Task goal
Search the entries for the word "positions" and report each line that has it.

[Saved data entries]
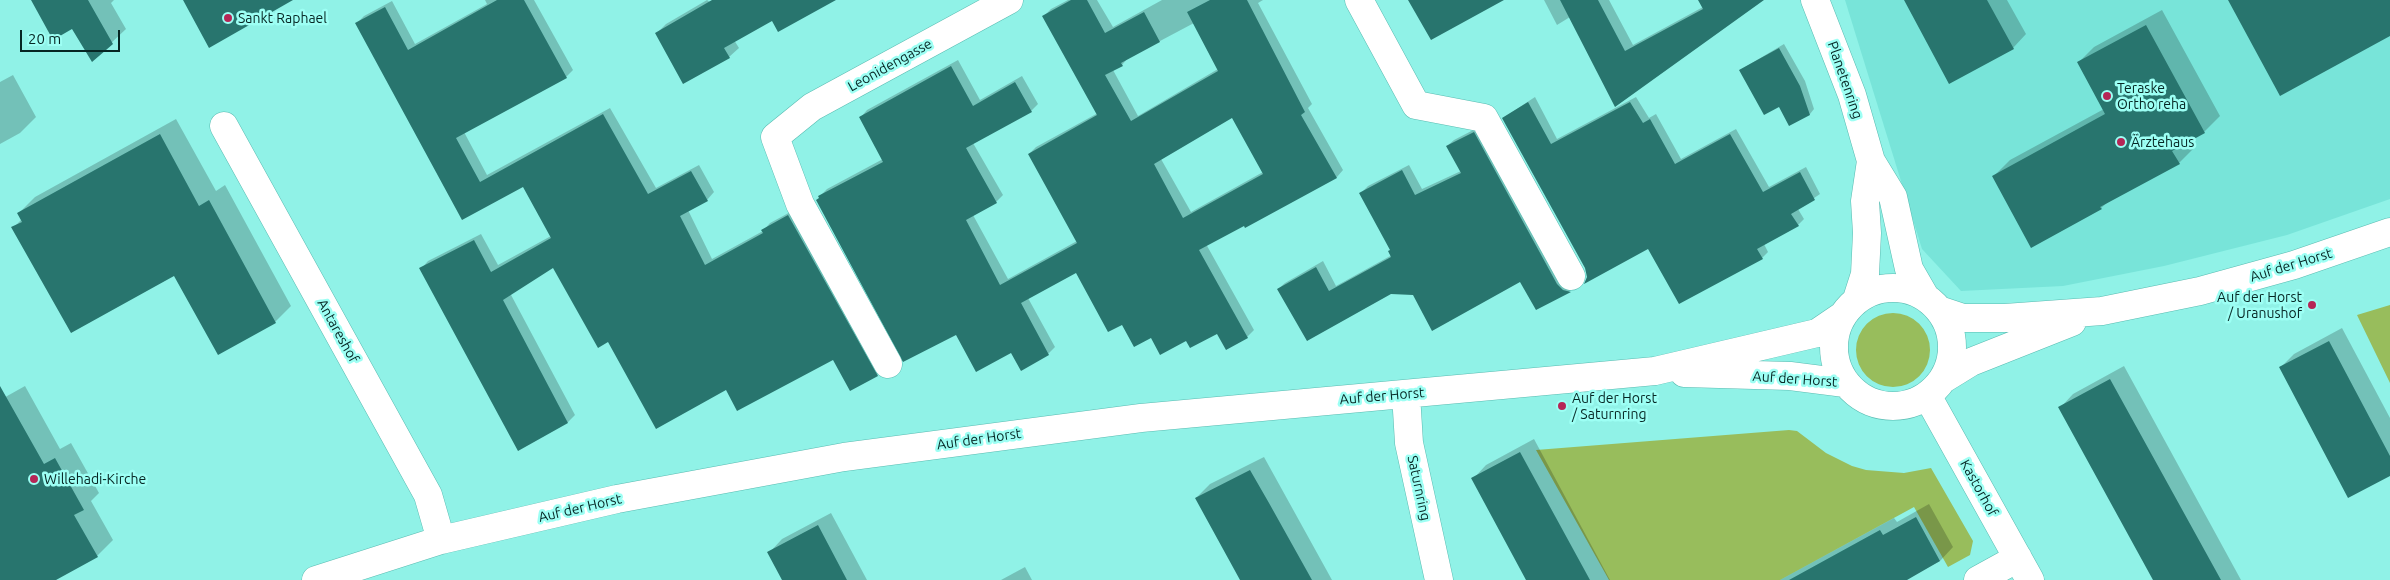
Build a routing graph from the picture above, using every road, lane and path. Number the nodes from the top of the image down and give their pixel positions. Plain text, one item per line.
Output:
1 (1009, 0) edge
2 (1359, 0) edge
3 (1815, 0) edge
4 (224, 126) dead end
5 (1871, 160) junction
6 (2390, 232) edge
7 (1571, 276) dead end
8 (1933, 303) junction
9 (1850, 307) junction
10 (2102, 311) junction
11 (888, 364) dead end
12 (1655, 371) junction
13 (1845, 383) junction
14 (1936, 387) junction
15 (1406, 394) junction
16 (441, 540) junction
17 (2024, 569) edge
18 (316, 580) edge
19 (1439, 580) edge
20 (1978, 580) edge

1 - 11 street, Leonidengasse
2 - 7 street
3 - 5 street, Planetenring
4 - 16 street, Antareshof
5 - 8 street, Planetenring
5 - 9 street, Planetenring
6 - 10 street, Auf der Horst
8 - 9 street
8 - 10 street, Auf der Horst
8 - 14 street
9 - 12 street, Auf der Horst
9 - 13 street
10 - 14 street, Auf der Horst
12 - 13 street, Auf der Horst
12 - 15 street, Auf der Horst
13 - 14 street
14 - 17 street, Kastorhof
15 - 16 street, Auf der Horst
15 - 19 street, Saturnring
16 - 18 street, Auf der Horst
17 - 20 street

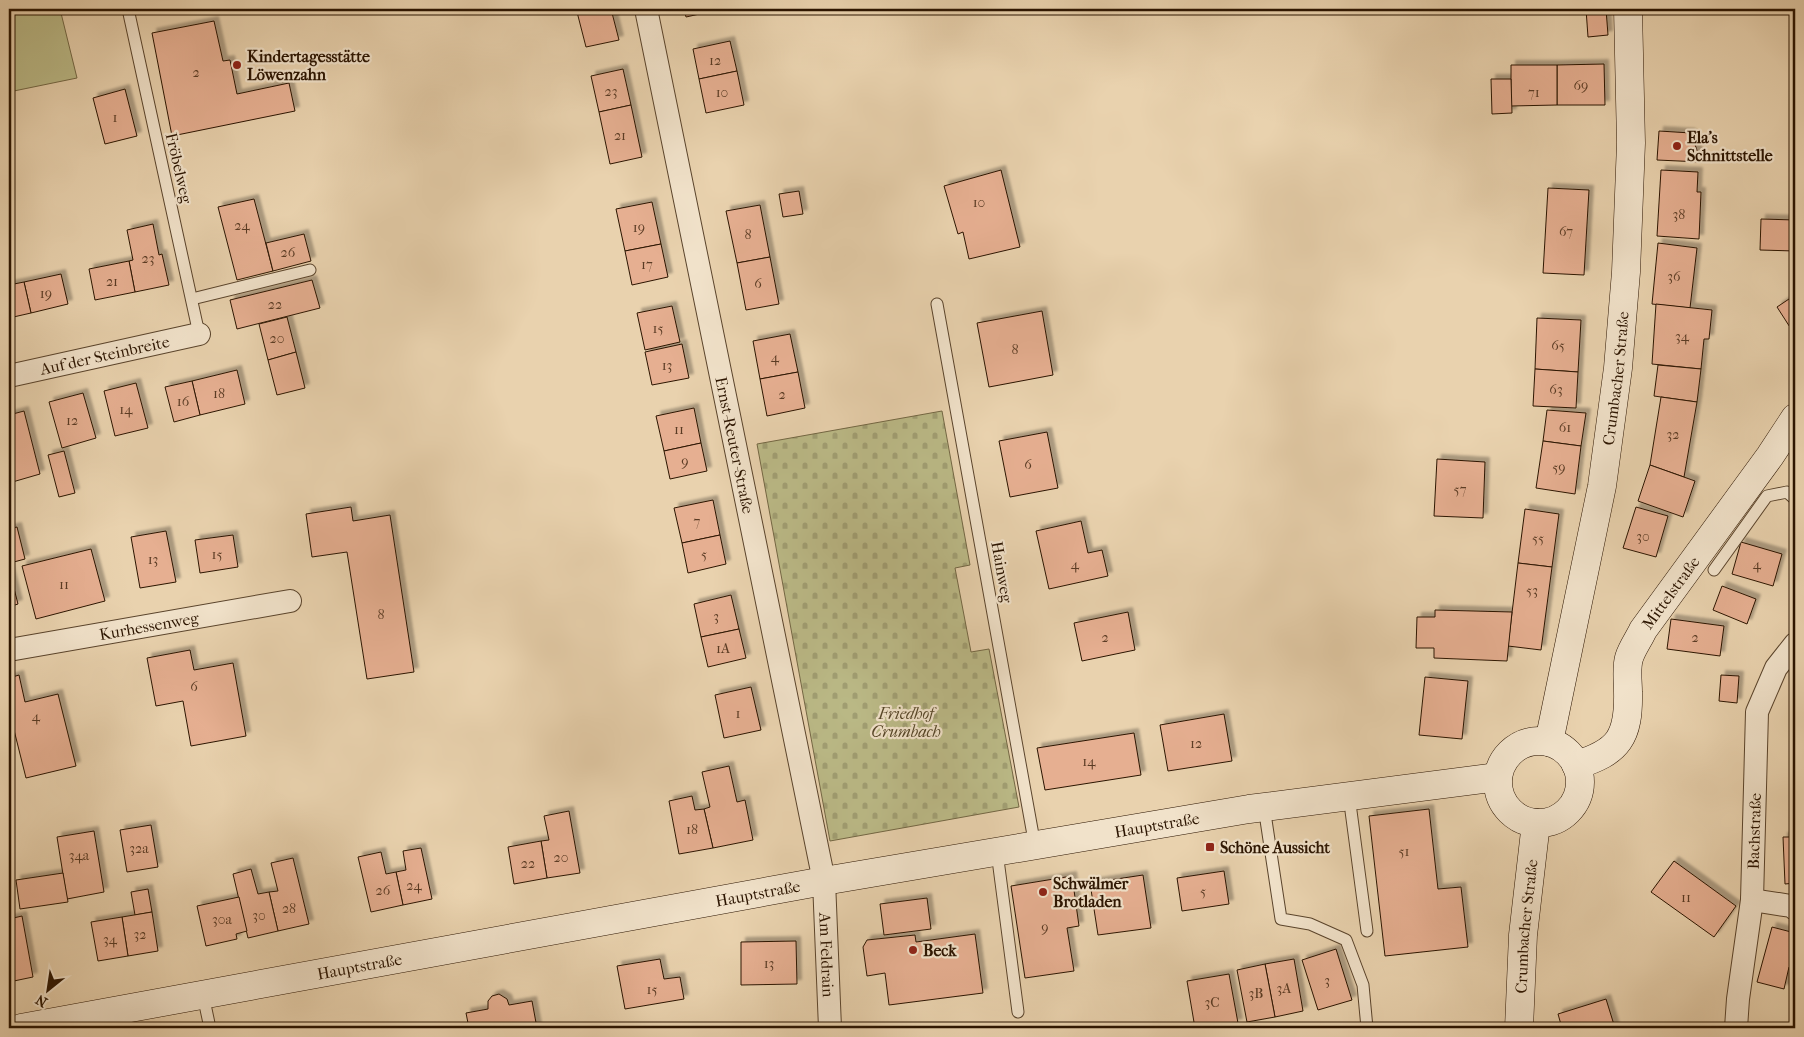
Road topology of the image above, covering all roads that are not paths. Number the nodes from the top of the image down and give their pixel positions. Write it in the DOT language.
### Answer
graph roads {
  1 [pos="128,9"];
  2 [pos="646,9"];
  3 [pos="1628,9"];
  4 [pos="310,270"];
  5 [pos="192,299"];
  6 [pos="938,304"];
  7 [pos="199,334"];
  8 [pos="9,376"];
  9 [pos="1795,418"];
  10 [pos="1795,499"];
  11 [pos="1714,570"];
  12 [pos="290,600"];
  13 [pos="1795,644"];
  14 [pos="9,650"];
  15 [pos="1550,742"];
  16 [pos="1576,765"];
  17 [pos="1498,777"];
  18 [pos="1349,796"];
  19 [pos="1264,806"];
  20 [pos="1536,823"];
  21 [pos="1035,846"];
  22 [pos="997,852"];
  23 [pos="824,881"];
  24 [pos="1752,900"];
  25 [pos="1795,909"];
  26 [pos="1367,931"];
  27 [pos="203,995"];
  28 [pos="1018,1012"];
  29 [pos="21,1028"];
  30 [pos="210,1028"];
  31 [pos="830,1028"];
  32 [pos="1368,1028"];
  33 [pos="1519,1028"];
  34 [pos="1736,1028"];
  1 -- 5 [label="lane, Fröbelweg"];
  2 -- 23 [label="street, Ernst-Reuter-Straße"];
  3 -- 15 [label="main road, Crumbacher Straße"];
  4 -- 5 [label="lane"];
  5 -- 7 [label="lane, Fröbelweg"];
  6 -- 21 [label="lane, Hainweg"];
  7 -- 8 [label="street, Auf der Steinbreite"];
  9 -- 16 [label="main road, Mittelstraße"];
  10 -- 11 [label="lane"];
  12 -- 14 [label="street, Kurhessenweg"];
  13 -- 24 [label="street, Bachstraße"];
  15 -- 16 [label="main road"];
  15 -- 17 [label="main road"];
  16 -- 20 [label="main road"];
  17 -- 18 [label="main road, Hauptstraße"];
  17 -- 20 [label="main road"];
  18 -- 19 [label="main road, Hauptstraße"];
  18 -- 26 [label="lane"];
  19 -- 21 [label="main road, Hauptstraße"];
  19 -- 32 [label="lane"];
  20 -- 33 [label="main road, Crumbacher Straße"];
  21 -- 22 [label="main road, Hauptstraße"];
  22 -- 23 [label="main road, Hauptstraße"];
  22 -- 28 [label="lane"];
  23 -- 27 [label="main road, Hauptstraße"];
  23 -- 31 [label="street, Am Feldrain"];
  24 -- 25 [label="street"];
  24 -- 34 [label="street, Bachstraße"];
  27 -- 29 [label="main road, Hauptstraße"];
  27 -- 30 [label="lane"];
}
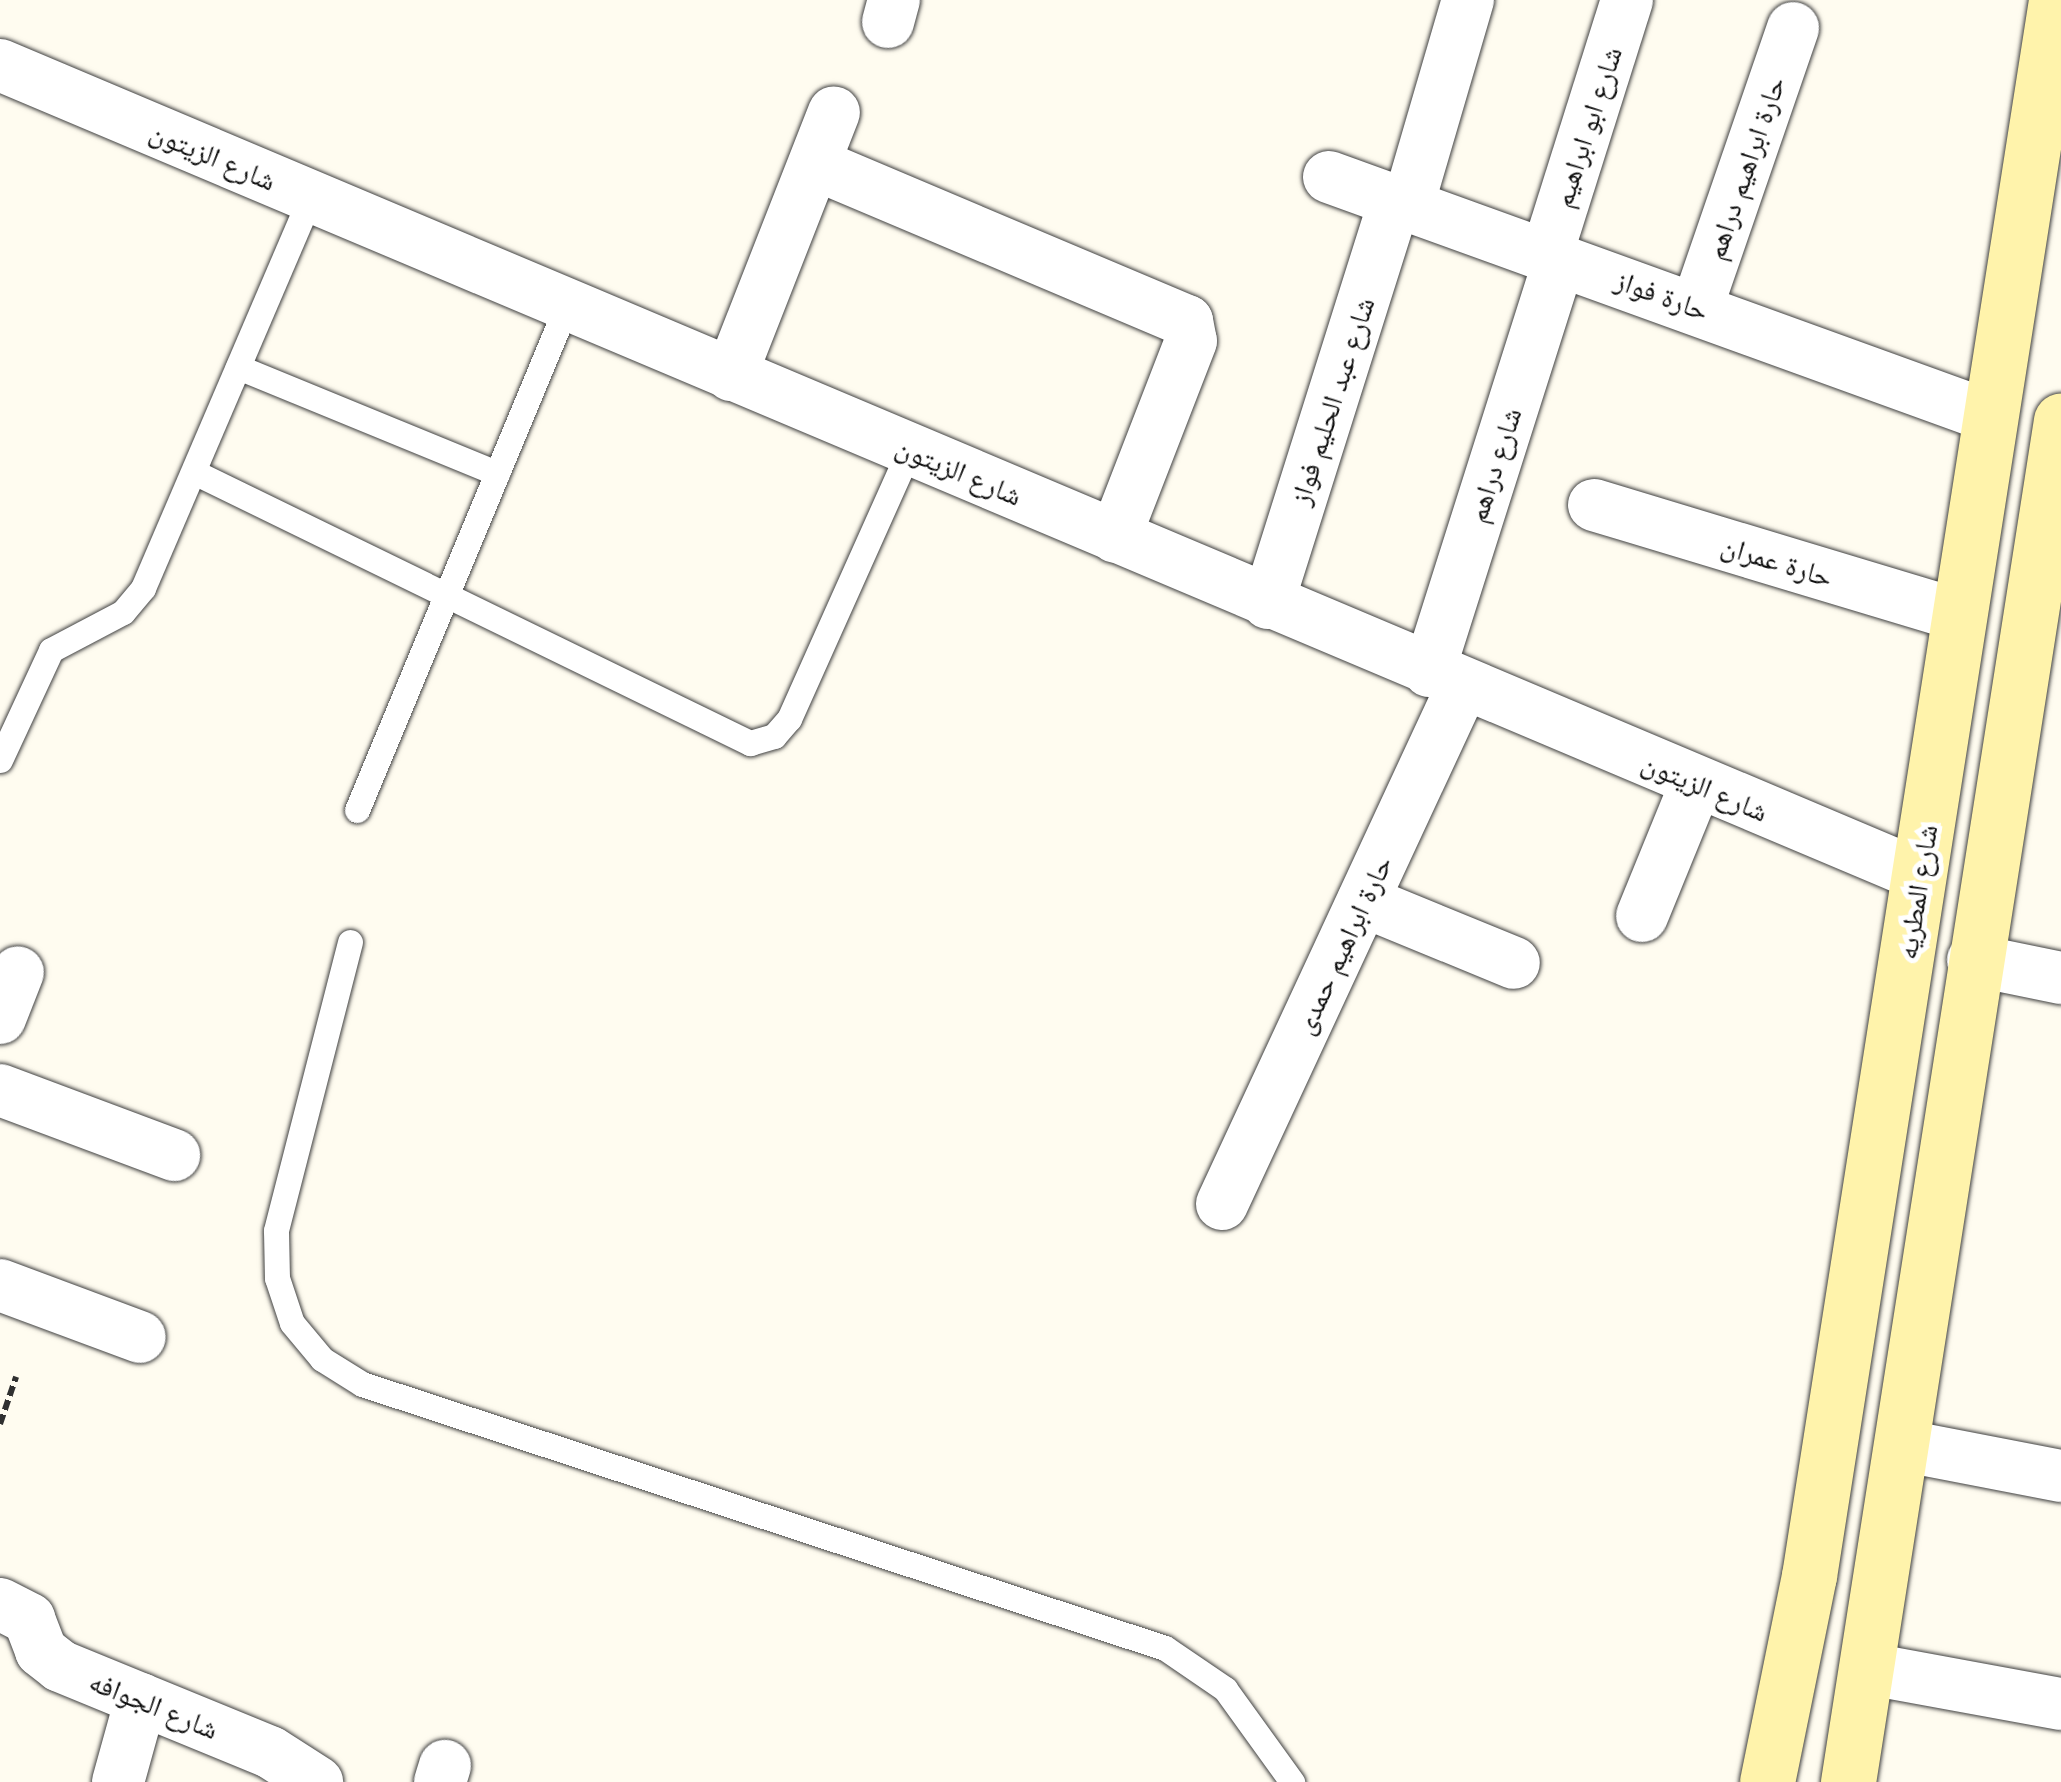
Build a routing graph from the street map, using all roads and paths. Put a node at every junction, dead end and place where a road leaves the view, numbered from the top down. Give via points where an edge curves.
1 (1468, 0) edge
2 (1627, 0) edge
3 (2056, 0) edge
4 (1792, 28) dead end
5 (0, 65) edge
6 (834, 112) dead end
7 (814, 164) junction
8 (1329, 178) dead end
9 (310, 198) junction
10 (1402, 202) junction
11 (1553, 256) junction
12 (566, 305) junction
13 (1697, 307) junction
14 (238, 367) junction
15 (731, 375) junction
16 (1992, 418) junction
17 (2060, 433) edge
18 (910, 449) junction
19 (194, 472) junction
20 (497, 473) junction
21 (1594, 505) dead end
22 (1115, 537) junction
23 (446, 597) junction
24 (1268, 603) junction
25 (1960, 616) junction
26 (1446, 678) junction
27 (0, 760) edge
28 (1696, 784) junction
29 (356, 810) dead end
30 (1920, 875) junction
31 (1363, 901) junction
32 (1642, 916) dead end
33 (350, 942) dead end
34 (1973, 960) junction
35 (1514, 963) dead end
36 (2061, 978) edge
37 (0, 1090) edge
38 (174, 1155) dead end
39 (1222, 1204) dead end
40 (0, 1285) edge
41 (140, 1336) dead end
42 (16, 1378) dead end
43 (0, 1424) edge
44 (1906, 1446) junction
45 (2061, 1476) edge
46 (5, 1606) edge
47 (1870, 1670) junction
48 (141, 1700) junction
49 (2061, 1704) edge
50 (291, 1774) edge
51 (118, 1782) edge
52 (1292, 1782) edge
53 (1767, 1782) edge
54 (1848, 1782) edge

1 - 10 street, شارع عبد الحليم فواز
2 - 11 street, شارع ابو ابراهيم
3 - 16 main road, شارع المطريه
4 - 13 street, حارة ابراهيم دراهم
5 - 9 street, شارع الزيتون
6 - 7 street
7 - 15 street
7 - 22 street via 1186,321 1191,341
8 - 10 street, حارة فواز
9 - 12 street, شارع الزيتون
9 - 14 lane
10 - 11 street, حارة فواز
10 - 24 street, شارع عبد الحليم فواز
11 - 13 street, حارة فواز
11 - 26 street, شارع دراهم
12 - 15 street, شارع الزيتون
12 - 20 lane
13 - 16 street, حارة فواز
14 - 19 lane
14 - 20 lane
15 - 18 street, شارع الزيتون
16 - 25 main road, شارع المطريه
17 - 34 main road
18 - 22 street, شارع الزيتون
18 - 23 lane via 789,720 774,736 750,743 717,732
19 - 23 lane
19 - 27 lane via 143,588 123,612 50,650
20 - 23 lane
21 - 25 street, حارة عمران
22 - 24 street, شارع الزيتون
23 - 29 lane
24 - 26 street, شارع الزيتون
25 - 30 main road, شارع المطريه
26 - 28 street, شارع الزيتون
26 - 31 street, حارة ابراهيم حمدى
28 - 30 street, شارع الزيتون
28 - 32 street
30 - 53 main road, شارع المطريه via 1809,1576
31 - 35 street
31 - 39 street, حارة ابراهيم حمدى
33 - 52 lane via 276,1231 277,1278 287,1308 322,1359 362,1384 1165,1648 1225,1689
34 - 36 street
34 - 44 main road
37 - 38 street
40 - 41 street
42 - 43 path
44 - 45 street
44 - 47 main road
46 - 48 street, شارع الجوافه via 29,1619 42,1651 60,1666
47 - 49 street
47 - 54 main road
48 - 50 street, شارع الجوافه
48 - 51 street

Output of the task
Build a routing graph from the picture above, using every road, lane and path. Number the nodes from the top of the image down and give their pixel positions. Plain text, one item per line.
Road topology of the image above, covering all roads that are not paths. Number the nodes from the top of the image down and give their pixel positions. Write it in the DOT language.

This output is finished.